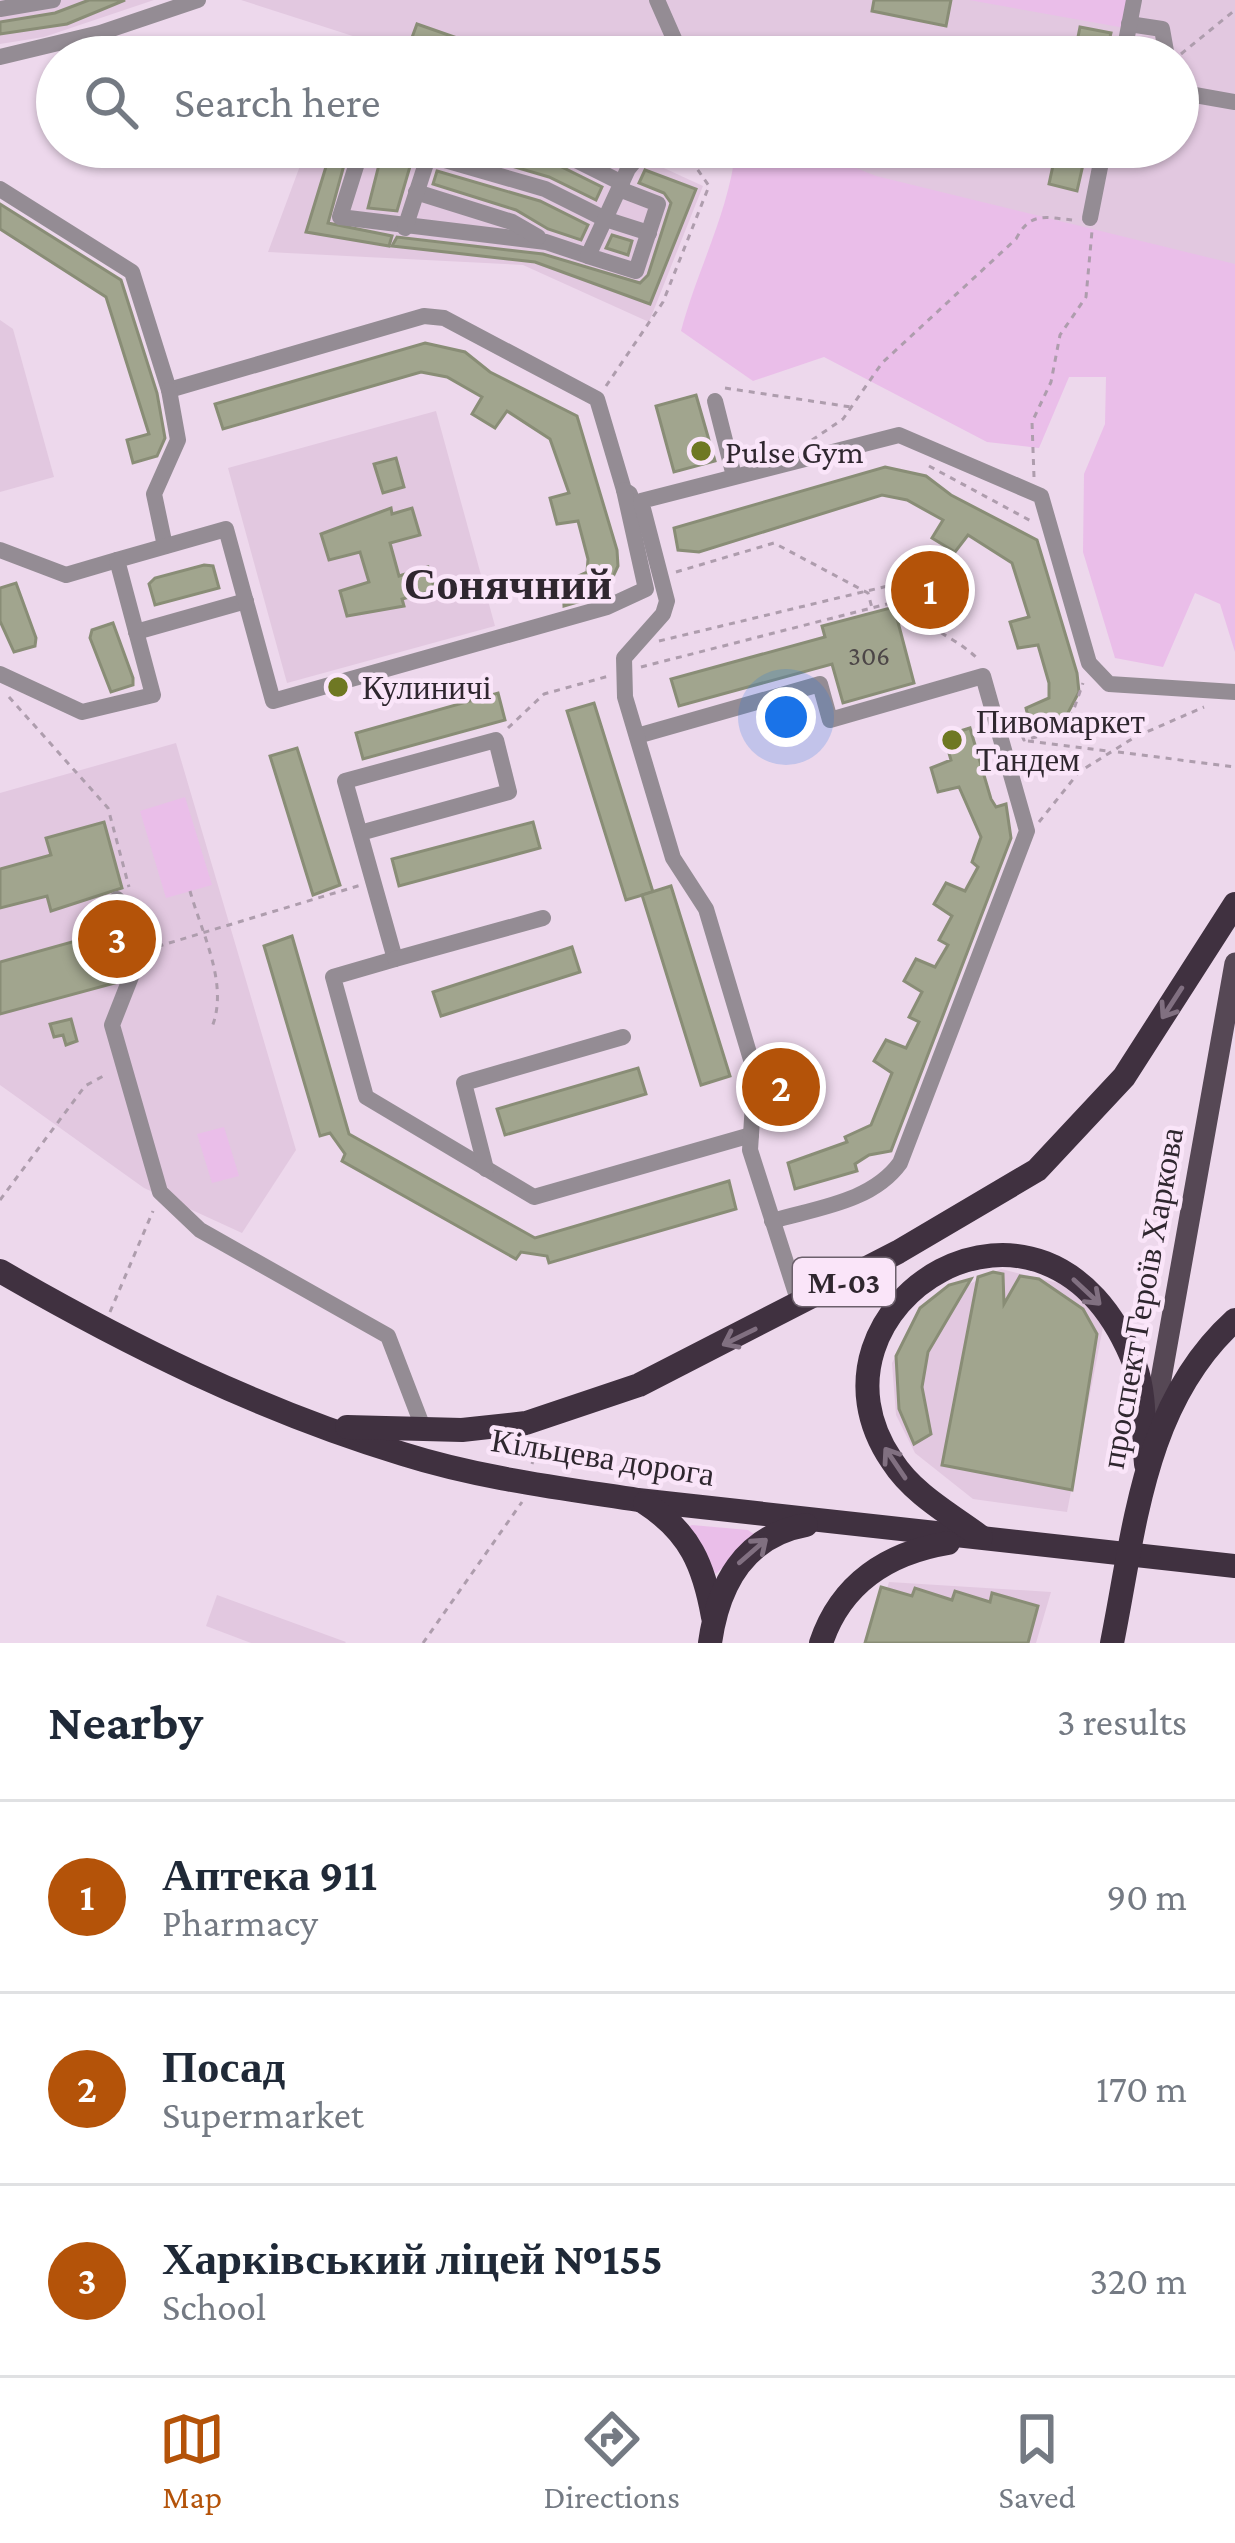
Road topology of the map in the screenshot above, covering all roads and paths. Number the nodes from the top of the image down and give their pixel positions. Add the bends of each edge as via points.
1 (53, 0) edge
2 (198, 0) edge
3 (657, 0) edge
4 (1134, 0) edge
5 (0, 9) edge
6 (1235, 10) edge
7 (1129, 24) junction
8 (83, 36) edge
9 (673, 36) edge
10 (1127, 36) edge
11 (1163, 36) edge
12 (1199, 39) edge
13 (36, 51) edge
14 (0, 57) edge
15 (1199, 96) edge
16 (1235, 102) edge
17 (355, 168) edge
18 (424, 168) edge
19 (481, 168) edge
20 (588, 168) edge
21 (632, 168) edge
22 (697, 168) edge
23 (1100, 168) edge
24 (620, 186) junction
25 (0, 189) edge
26 (416, 192) junction
27 (1090, 218) junction
28 (605, 219) junction
29 (405, 228) junction
30 (649, 232) junction
31 (546, 242) junction
32 (588, 256) junction
33 (169, 390) junction
34 (713, 396) joint
35 (597, 399) junction
36 (851, 407) junction
37 (782, 463) junction
38 (930, 467) dead end
39 (734, 476) junction
40 (624, 490) junction
41 (1041, 496) junction
42 (641, 502) junction
43 (1048, 530) dead end
44 (165, 547) junction
45 (0, 550) edge
46 (117, 560) junction
47 (664, 575) dead end
48 (896, 584) dead end
49 (901, 600) dead end
50 (246, 601) junction
51 (872, 608) junction
52 (766, 616) junction
53 (136, 632) junction
54 (772, 634) junction
55 (634, 648) junction
56 (624, 671) junction
57 (1085, 673) dead end
58 (0, 674) edge
59 (0, 688) edge
60 (1235, 692) edge
61 (1208, 706) dead end
62 (1078, 707) dead end
63 (637, 736) junction
64 (496, 740) junction
65 (1024, 740) dead end
66 (1113, 751) junction
67 (1235, 767) edge
68 (1027, 831) junction
69 (360, 833) junction
70 (373, 882) junction
71 (190, 891) dead end
72 (117, 899) joint
73 (1235, 904) edge
74 (543, 918) dead end
75 (133, 954) junction
76 (395, 959) junction
77 (1235, 964) edge
78 (212, 1027) dead end
79 (623, 1037) dead end
80 (117, 1071) dead end
81 (751, 1136) junction
82 (486, 1168) junction
83 (160, 1192) junction
84 (0, 1200) edge
85 (772, 1221) junction
86 (0, 1271) edge
87 (800, 1306) junction
88 (1235, 1320) edge
89 (102, 1330) junction
90 (542, 1418) junction
91 (319, 1426) junction
92 (424, 1430) junction
93 (1146, 1464) junction
94 (532, 1466) dead end
95 (638, 1500) junction
96 (523, 1501) dead end
97 (826, 1522) junction
98 (983, 1539) junction
99 (1235, 1566) edge
100 (712, 1631) edge
101 (423, 1643) edge
102 (821, 1643) edge
103 (1112, 1643) edge

1 - 5 street
2 - 8 street
3 - 9 street
4 - 7 street
6 - 12 path
7 - 10 street
7 - 11 street via 1162,29
13 - 14 street
15 - 16 street
17 - 29 street via 340,217
18 - 26 street
19 - 28 street
20 - 24 street
21 - 24 street
22 - 35 path via 709,186 662,302
23 - 27 street
24 - 28 street
24 - 30 street via 658,204
25 - 33 street via 132,272
26 - 29 street
26 - 31 street
27 - 36 path via 1036,216 1024,223 881,363
27 - 41 path via 1087,297 1060,335 1032,422 1030,464
28 - 30 street
28 - 32 street
29 - 31 street
30 - 32 street via 636,272
31 - 32 street
33 - 35 street via 424,316 444,318
33 - 44 street via 178,440 154,494
34 - 36 path via 728,387
34 - 39 street
35 - 40 street
36 - 37 path
37 - 39 street
37 - 41 street via 899,435
38 - 43 path
39 - 42 street
40 - 42 street
40 - 50 street via 646,589 607,607 273,701
41 - 60 street via 1089,663 1100,677
42 - 55 street via 667,601
44 - 46 street
44 - 50 street via 226,529
45 - 46 street via 66,575
46 - 53 street
47 - 51 path via 774,543 868,592
48 - 52 path
49 - 51 path
50 - 53 street
51 - 54 path
52 - 54 path
52 - 55 path
53 - 58 street via 153,695 82,712
54 - 56 path
55 - 56 street
56 - 63 street
56 - 64 path via 544,694
57 - 62 path
59 - 72 path via 108,808 130,891
61 - 66 path
63 - 68 street via 820,684 830,720 983,676
63 - 81 street via 673,858 706,909 755,1073
64 - 69 street via 509,792
64 - 69 street via 345,781
65 - 66 path
66 - 67 path
66 - 68 path via 1079,772
68 - 85 street via 900,1163 868,1192
69 - 70 street
70 - 75 path
70 - 76 street
71 - 78 path via 218,986
72 - 75 street
73 -> 87 highway, М-03 via 1124,1077 1037,1170
74 - 76 street
75 - 83 street via 134,979 112,1025
76 - 82 street via 333,977 366,1096
77 - 93 main road, проспект Героїв Харкова
79 - 82 street via 464,1083
80 - 84 path via 85,1087
81 - 82 street via 534,1198
81 - 85 street
83 - 89 path
83 - 92 street via 200,1230 388,1336
85 - 87 street
86 - 89 highway, Кільцева дорога / М-03
87 -> 90 highway, М-03 via 639,1385
88 - 93 highway, М-03 via 1176,1395
89 - 91 highway, Кільцева дорога / М-03
90 - 92 highway, М-03
90 - 94 path
91 - 92 highway, М-03
91 - 95 highway, Кільцева дорога / М-03 via 406,1456
98 -> 93 highway, М-03 via 912,1486 889,1458 865,1379 912,1286 947,1263 1006,1253 1057,1265 1094,1294 1137,1370
93 - 103 highway, проспект Героїв Харкова / М-03
95 - 97 highway, Кільцева дорога / М-03
95 - 100 highway, М-03 via 677,1526 697,1555
96 - 101 path
97 - 98 highway, Кільцева дорога / М-03
100 -> 97 highway, М-03 via 745,1554 775,1534
98 - 99 highway, Кільцева дорога / М-03
98 - 102 highway, М-03 via 905,1551 885,1562 845,1597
------------------------
**Instructions to follow**
I'd like every record printed exactly, with the pictures left out.

**Exercise result**
Road topology of the map in the screenshot above, covering all roads and paths. Number the nodes from the top of the image down and give their pixel positions. Add the bends of each edge as via points.
1 (53, 0) edge
2 (198, 0) edge
3 (657, 0) edge
4 (1134, 0) edge
5 (0, 9) edge
6 (1235, 10) edge
7 (1129, 24) junction
8 (83, 36) edge
9 (673, 36) edge
10 (1127, 36) edge
11 (1163, 36) edge
12 (1199, 39) edge
13 (36, 51) edge
14 (0, 57) edge
15 (1199, 96) edge
16 (1235, 102) edge
17 (355, 168) edge
18 (424, 168) edge
19 (481, 168) edge
20 (588, 168) edge
21 (632, 168) edge
22 (697, 168) edge
23 (1100, 168) edge
24 (620, 186) junction
25 (0, 189) edge
26 (416, 192) junction
27 (1090, 218) junction
28 (605, 219) junction
29 (405, 228) junction
30 (649, 232) junction
31 (546, 242) junction
32 (588, 256) junction
33 (169, 390) junction
34 (713, 396) joint
35 (597, 399) junction
36 (851, 407) junction
37 (782, 463) junction
38 (930, 467) dead end
39 (734, 476) junction
40 (624, 490) junction
41 (1041, 496) junction
42 (641, 502) junction
43 (1048, 530) dead end
44 (165, 547) junction
45 (0, 550) edge
46 (117, 560) junction
47 (664, 575) dead end
48 (896, 584) dead end
49 (901, 600) dead end
50 (246, 601) junction
51 (872, 608) junction
52 (766, 616) junction
53 (136, 632) junction
54 (772, 634) junction
55 (634, 648) junction
56 (624, 671) junction
57 (1085, 673) dead end
58 (0, 674) edge
59 (0, 688) edge
60 (1235, 692) edge
61 (1208, 706) dead end
62 (1078, 707) dead end
63 (637, 736) junction
64 (496, 740) junction
65 (1024, 740) dead end
66 (1113, 751) junction
67 (1235, 767) edge
68 (1027, 831) junction
69 (360, 833) junction
70 (373, 882) junction
71 (190, 891) dead end
72 (117, 899) joint
73 (1235, 904) edge
74 (543, 918) dead end
75 (133, 954) junction
76 (395, 959) junction
77 (1235, 964) edge
78 (212, 1027) dead end
79 (623, 1037) dead end
80 (117, 1071) dead end
81 (751, 1136) junction
82 (486, 1168) junction
83 (160, 1192) junction
84 (0, 1200) edge
85 (772, 1221) junction
86 (0, 1271) edge
87 (800, 1306) junction
88 (1235, 1320) edge
89 (102, 1330) junction
90 (542, 1418) junction
91 (319, 1426) junction
92 (424, 1430) junction
93 (1146, 1464) junction
94 (532, 1466) dead end
95 (638, 1500) junction
96 (523, 1501) dead end
97 (826, 1522) junction
98 (983, 1539) junction
99 (1235, 1566) edge
100 (712, 1631) edge
101 (423, 1643) edge
102 (821, 1643) edge
103 (1112, 1643) edge

1 - 5 street
2 - 8 street
3 - 9 street
4 - 7 street
6 - 12 path
7 - 10 street
7 - 11 street via 1162,29
13 - 14 street
15 - 16 street
17 - 29 street via 340,217
18 - 26 street
19 - 28 street
20 - 24 street
21 - 24 street
22 - 35 path via 709,186 662,302
23 - 27 street
24 - 28 street
24 - 30 street via 658,204
25 - 33 street via 132,272
26 - 29 street
26 - 31 street
27 - 36 path via 1036,216 1024,223 881,363
27 - 41 path via 1087,297 1060,335 1032,422 1030,464
28 - 30 street
28 - 32 street
29 - 31 street
30 - 32 street via 636,272
31 - 32 street
33 - 35 street via 424,316 444,318
33 - 44 street via 178,440 154,494
34 - 36 path via 728,387
34 - 39 street
35 - 40 street
36 - 37 path
37 - 39 street
37 - 41 street via 899,435
38 - 43 path
39 - 42 street
40 - 42 street
40 - 50 street via 646,589 607,607 273,701
41 - 60 street via 1089,663 1100,677
42 - 55 street via 667,601
44 - 46 street
44 - 50 street via 226,529
45 - 46 street via 66,575
46 - 53 street
47 - 51 path via 774,543 868,592
48 - 52 path
49 - 51 path
50 - 53 street
51 - 54 path
52 - 54 path
52 - 55 path
53 - 58 street via 153,695 82,712
54 - 56 path
55 - 56 street
56 - 63 street
56 - 64 path via 544,694
57 - 62 path
59 - 72 path via 108,808 130,891
61 - 66 path
63 - 68 street via 820,684 830,720 983,676
63 - 81 street via 673,858 706,909 755,1073
64 - 69 street via 509,792
64 - 69 street via 345,781
65 - 66 path
66 - 67 path
66 - 68 path via 1079,772
68 - 85 street via 900,1163 868,1192
69 - 70 street
70 - 75 path
70 - 76 street
71 - 78 path via 218,986
72 - 75 street
73 -> 87 highway, М-03 via 1124,1077 1037,1170
74 - 76 street
75 - 83 street via 134,979 112,1025
76 - 82 street via 333,977 366,1096
77 - 93 main road, проспект Героїв Харкова
79 - 82 street via 464,1083
80 - 84 path via 85,1087
81 - 82 street via 534,1198
81 - 85 street
83 - 89 path
83 - 92 street via 200,1230 388,1336
85 - 87 street
86 - 89 highway, Кільцева дорога / М-03
87 -> 90 highway, М-03 via 639,1385
88 - 93 highway, М-03 via 1176,1395
89 - 91 highway, Кільцева дорога / М-03
90 - 92 highway, М-03
90 - 94 path
91 - 92 highway, М-03
91 - 95 highway, Кільцева дорога / М-03 via 406,1456
98 -> 93 highway, М-03 via 912,1486 889,1458 865,1379 912,1286 947,1263 1006,1253 1057,1265 1094,1294 1137,1370
93 - 103 highway, проспект Героїв Харкова / М-03
95 - 97 highway, Кільцева дорога / М-03
95 - 100 highway, М-03 via 677,1526 697,1555
96 - 101 path
97 - 98 highway, Кільцева дорога / М-03
100 -> 97 highway, М-03 via 745,1554 775,1534
98 - 99 highway, Кільцева дорога / М-03
98 - 102 highway, М-03 via 905,1551 885,1562 845,1597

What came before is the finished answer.